▶ [Records contained in a dataset]
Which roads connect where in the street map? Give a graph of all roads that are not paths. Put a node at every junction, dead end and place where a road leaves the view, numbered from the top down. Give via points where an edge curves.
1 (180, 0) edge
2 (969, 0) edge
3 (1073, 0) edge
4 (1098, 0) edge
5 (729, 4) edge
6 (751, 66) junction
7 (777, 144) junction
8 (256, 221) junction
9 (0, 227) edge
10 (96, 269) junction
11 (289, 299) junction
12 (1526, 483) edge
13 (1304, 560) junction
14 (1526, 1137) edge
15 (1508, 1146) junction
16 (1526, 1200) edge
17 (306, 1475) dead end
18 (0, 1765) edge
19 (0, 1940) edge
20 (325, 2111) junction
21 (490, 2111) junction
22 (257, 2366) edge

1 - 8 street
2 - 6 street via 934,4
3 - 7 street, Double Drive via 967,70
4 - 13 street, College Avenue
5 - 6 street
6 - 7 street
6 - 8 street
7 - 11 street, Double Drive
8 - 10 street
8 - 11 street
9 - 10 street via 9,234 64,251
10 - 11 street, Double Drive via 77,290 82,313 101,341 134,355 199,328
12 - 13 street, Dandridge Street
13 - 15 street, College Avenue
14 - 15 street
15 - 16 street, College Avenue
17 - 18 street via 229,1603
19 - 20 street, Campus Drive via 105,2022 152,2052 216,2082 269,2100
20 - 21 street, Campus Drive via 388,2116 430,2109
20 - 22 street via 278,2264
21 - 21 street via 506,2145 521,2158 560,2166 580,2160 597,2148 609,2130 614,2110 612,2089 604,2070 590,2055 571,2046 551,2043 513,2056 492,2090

▶ [Exercise]
All the entries above need to be reproduced exactly.

▶ [Answer below]
Which roads connect where in the street map? Give a graph of all roads that are not paths. Put a node at every junction, dead end and place where a road leaves the view, numbered from the top down. Give via points where an edge curves.
1 (180, 0) edge
2 (969, 0) edge
3 (1073, 0) edge
4 (1098, 0) edge
5 (729, 4) edge
6 (751, 66) junction
7 (777, 144) junction
8 (256, 221) junction
9 (0, 227) edge
10 (96, 269) junction
11 (289, 299) junction
12 (1526, 483) edge
13 (1304, 560) junction
14 (1526, 1137) edge
15 (1508, 1146) junction
16 (1526, 1200) edge
17 (306, 1475) dead end
18 (0, 1765) edge
19 (0, 1940) edge
20 (325, 2111) junction
21 (490, 2111) junction
22 (257, 2366) edge

1 - 8 street
2 - 6 street via 934,4
3 - 7 street, Double Drive via 967,70
4 - 13 street, College Avenue
5 - 6 street
6 - 7 street
6 - 8 street
7 - 11 street, Double Drive
8 - 10 street
8 - 11 street
9 - 10 street via 9,234 64,251
10 - 11 street, Double Drive via 77,290 82,313 101,341 134,355 199,328
12 - 13 street, Dandridge Street
13 - 15 street, College Avenue
14 - 15 street
15 - 16 street, College Avenue
17 - 18 street via 229,1603
19 - 20 street, Campus Drive via 105,2022 152,2052 216,2082 269,2100
20 - 21 street, Campus Drive via 388,2116 430,2109
20 - 22 street via 278,2264
21 - 21 street via 506,2145 521,2158 560,2166 580,2160 597,2148 609,2130 614,2110 612,2089 604,2070 590,2055 571,2046 551,2043 513,2056 492,2090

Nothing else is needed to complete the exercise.